A redraw facility only allows you to redraw any additional payments you may have made to pay your investment property loan off more quickly. It doesn’t allow you to increase the principal sum you originally borrowed. Again, this feature is usually only offered with variable interest rate loans. It may seem counter-intuitive to redraw the additional money you’ve put into your loan, but it can prove to be a cheaper option than taking out a car loan, or a personal loan in case of financial need, such as conducting repairs or renovations.
Before buying your rental property, think about what your strategy is going to be with regard to your new property. Are you buying it with the intent of getting a steady additional income from the rent, or is your intent to negatively gear it to relieve the burden of a large income tax bill? Plan your investment strategy before you buy. Remember the three R’s in real estate: make sure you buy the right property in the right location for the right reasons.

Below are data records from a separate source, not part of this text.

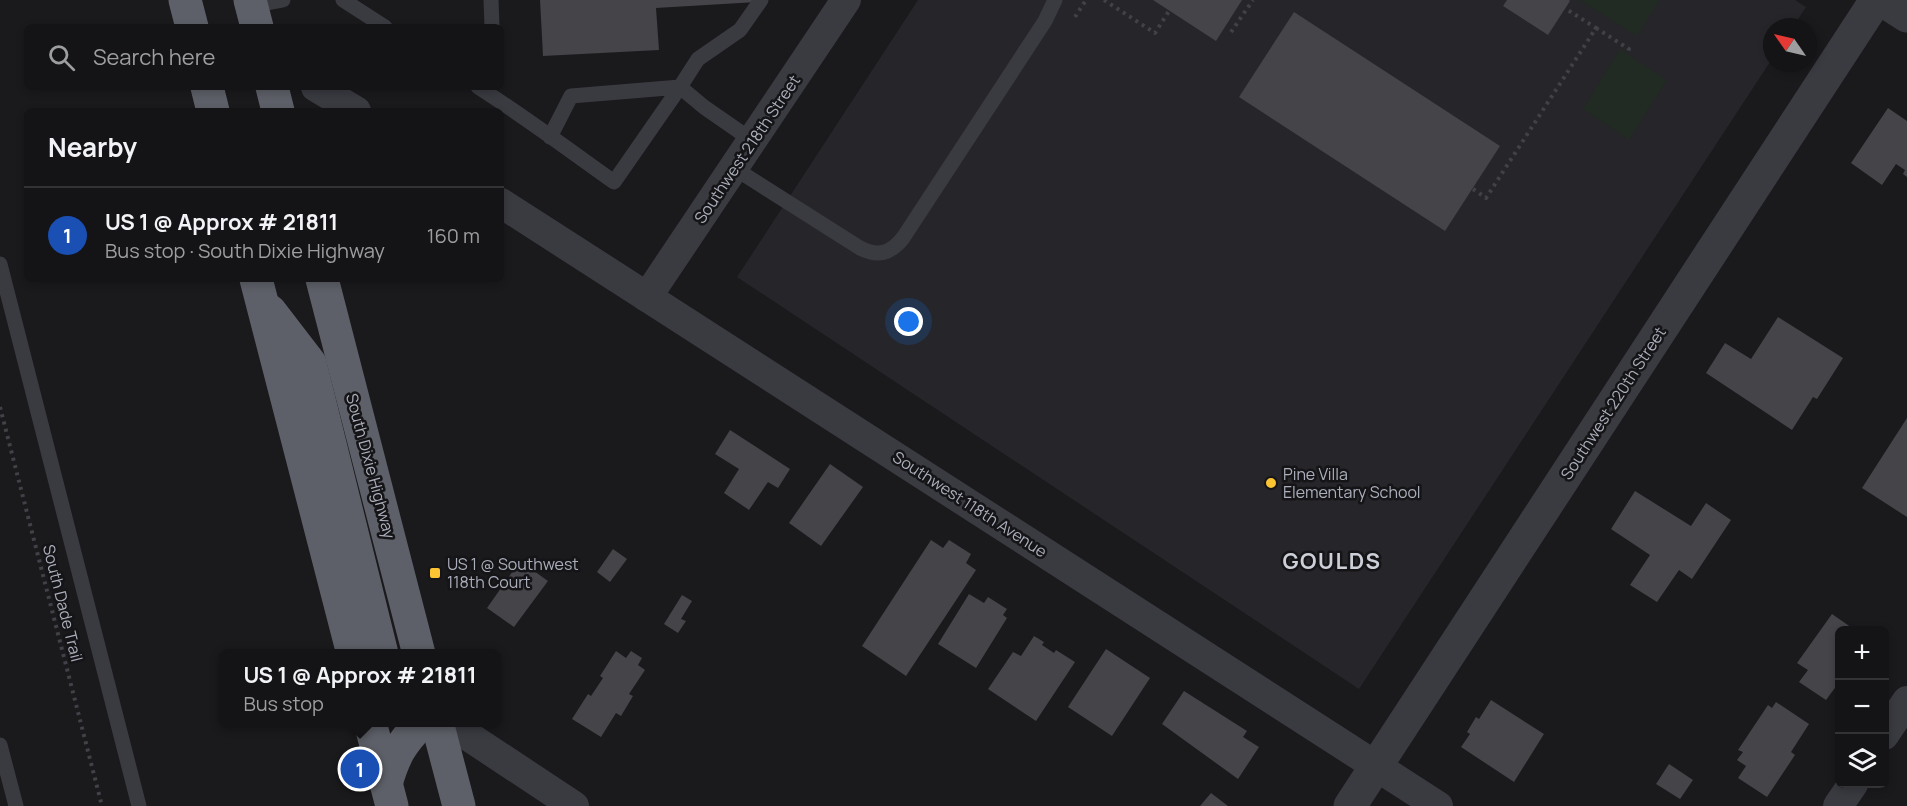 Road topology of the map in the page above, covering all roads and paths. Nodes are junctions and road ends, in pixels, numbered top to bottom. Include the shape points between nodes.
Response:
1 (185, 0) edge
2 (283, 0) edge
3 (343, 0) edge
4 (491, 0) edge
5 (761, 0) edge
6 (846, 0) edge
7 (1055, 0) edge
8 (1104, 0) edge
9 (1252, 0) edge
10 (1876, 0) edge
11 (1882, 0) edge
12 (1566, 9) dead end
13 (1169, 10) dead end
14 (253, 11) edge
15 (1907, 16) edge
16 (191, 24) edge
17 (380, 24) edge
18 (492, 24) edge
19 (1596, 28) junction
20 (1231, 32) dead end
21 (1626, 54) dead end
22 (680, 87) junction
23 (208, 90) edge
24 (273, 90) edge
25 (321, 90) edge
26 (494, 92) edge
27 (212, 108) edge
28 (277, 108) edge
29 (351, 108) edge
30 (550, 137) junction
31 (753, 141) junction
32 (734, 168) junction
33 (1473, 189) dead end
34 (504, 206) edge
35 (0, 264) edge
36 (323, 282) edge
37 (259, 290) edge
38 (647, 297) junction
39 (0, 407) edge
40 (352, 649) edge
41 (381, 649) edge
42 (418, 649) edge
43 (1907, 701) edge
44 (371, 727) edge
45 (417, 727) edge
46 (438, 727) edge
47 (453, 727) edge
48 (1885, 734) edge
49 (0, 745) edge
50 (1377, 766) junction
51 (1850, 788) edge
52 (389, 795) edge
53 (16, 806) edge
54 (102, 806) edge
55 (139, 806) edge
56 (459, 806) edge
57 (574, 806) edge
58 (1350, 806) edge
59 (1438, 806) edge
60 (1838, 806) edge

1 - 16 highway
2 - 14 lane
3 - 17 lane
4 - 18 lane
5 - 22 lane via 740,30 698,59
6 - 31 street, Southwest 218th Street
7 - 32 lane via 903,238 889,252 880,254 860,248
8 - 13 path via 1155,33
9 - 20 path
10 - 50 street, Southwest 220th Street
11 - 15 street
12 - 19 path
19 - 21 path via 1629,50
19 - 33 path via 1486,198
22 - 30 lane via 571,96
22 - 30 lane via 614,182
22 - 31 lane
23 - 27 highway
24 - 28 highway
25 - 29 street
26 - 30 lane
31 - 32 street, Southwest 218th Street
32 - 38 street, Southwest 218th Street
34 - 38 street, Southwest 118th Avenue
35 - 55 lane
36 - 42 highway, South Dixie Highway
37 - 40 highway
37 - 41 highway via 310,363
38 - 50 street, Southwest 118th Avenue
39 - 54 path, South Dade Trail
43 - 48 street
44 - 52 highway
45 - 52 highway via 398,749
46 - 56 highway
47 - 57 street
49 - 53 lane
50 - 58 street, Southwest 220th Street
50 - 59 street, Southwest 118th Avenue
51 - 60 street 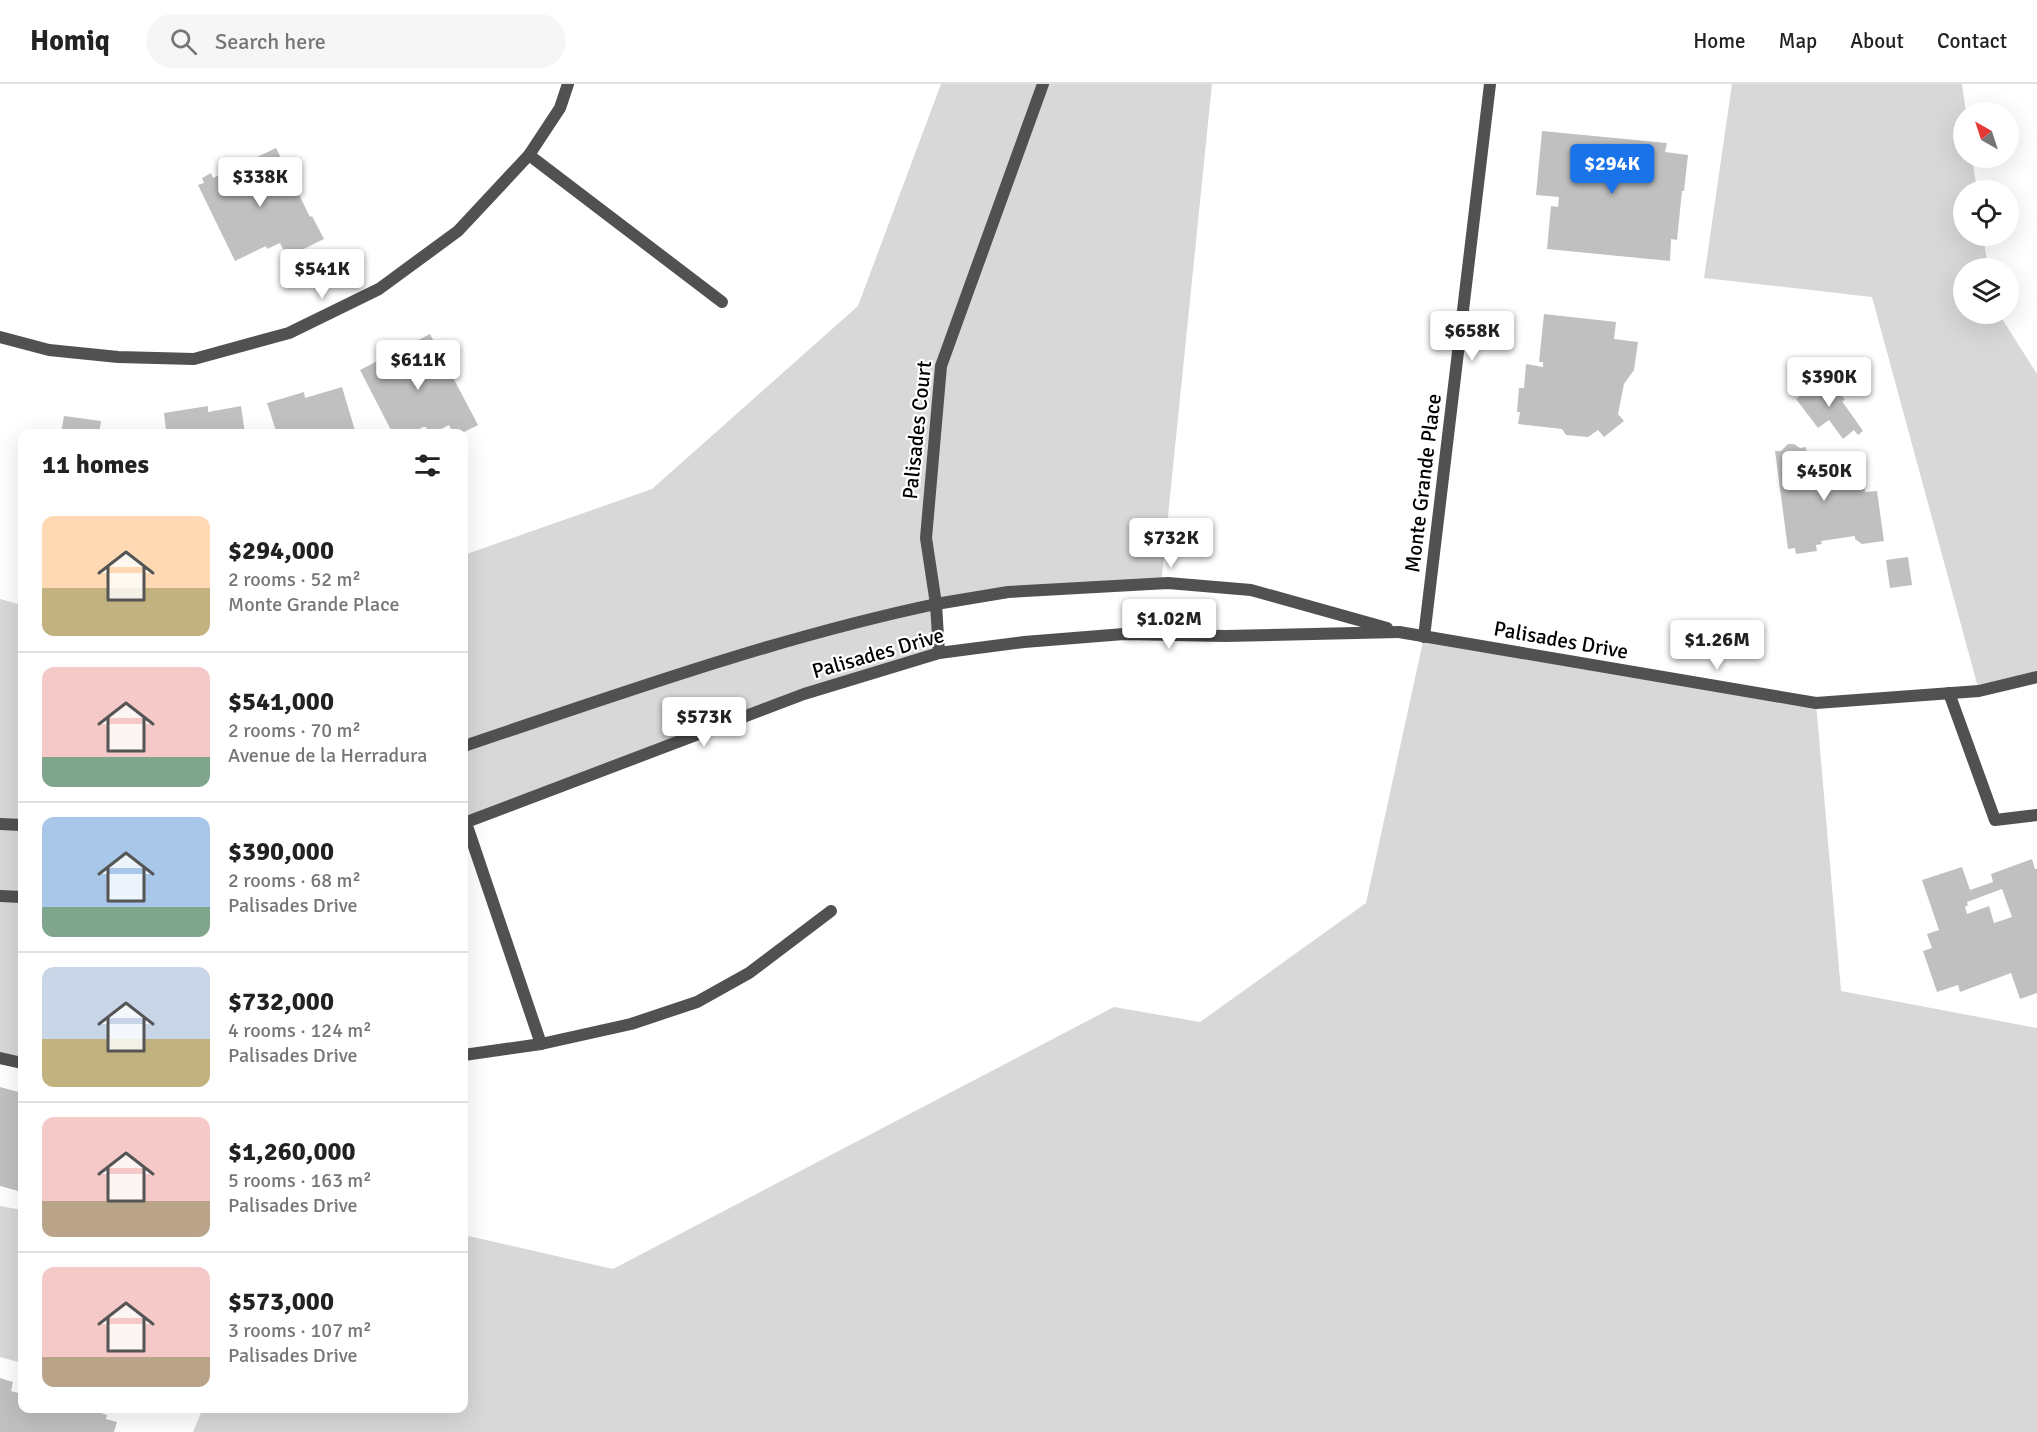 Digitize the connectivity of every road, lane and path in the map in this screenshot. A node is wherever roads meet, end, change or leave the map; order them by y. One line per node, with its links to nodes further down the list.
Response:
1 (568, 84): 4 (street)
2 (1044, 84): 7 (street, Palisades Court)
3 (1490, 84): 9 (street, Monte Grande Place)
4 (529, 155): 5 (street); 6 (street)
5 (722, 302)
6 (0, 338)
7 (936, 604): 8 (street, Palisades Drive); 10 (street, Palisades Court); 13 (street, Palisades Drive)
8 (1399, 632): 9 (street, Palisades Drive); 10 (street, Palisades Drive)
9 (1424, 637): 12 (street, Palisades Drive)
10 (939, 653): 15 (street, Palisades Drive)
11 (2037, 676): 12 (street, Palisades Drive)
12 (1950, 693): 14 (street)
13 (468, 745)
14 (2037, 815)
15 (468, 822)
16 (0, 824): 17 (street)
17 (18, 825)
18 (468, 832): 22 (street)
19 (0, 896): 20 (street)
20 (18, 897)
21 (831, 911): 22 (street)
22 (541, 1044): 23 (street)
23 (468, 1054)
24 (0, 1058): 25 (street)
25 (18, 1063)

Is your rental property located conveniently nearby to allow you to keep an eye on it? Are you able to respond immediately if your tenants request an urgent repair job done, or would you be better off employing a property manager to care for your rental on your behalf? If you don’t have the time and availability to look after your property and your tenants, you should budget to employ a property manager right from the start, rather than waiting until a crisis happens and your tenants are left in a tricky situation because you’re unable to get urgent repairs done.
Make sure you have extensive landlord insurance to cover every eventuality that could go wrong with your rental property. Think about what you’d do if your property became uninhabitable due to a flood, bushfire or another natural disaster. Ensure your landlord insurance covers all eventualities, including the potential loss of rental income for an extended period whilst major repairs are undertaken.
Don’t plan your finances so tightly that any slight variation causes you financial distress. The fact is that tenants may not always be reliable, for reasons within and outside their control, so allow yourself some financial breathing room. You shouldn’t rely on your weekly or monthly rental income to such an extent that one late payment leaves you unable to pay other important bills. It’s vital to plan carefully so that you’re able to ride the ups and downs of life without mortgage stress taking its toll on you.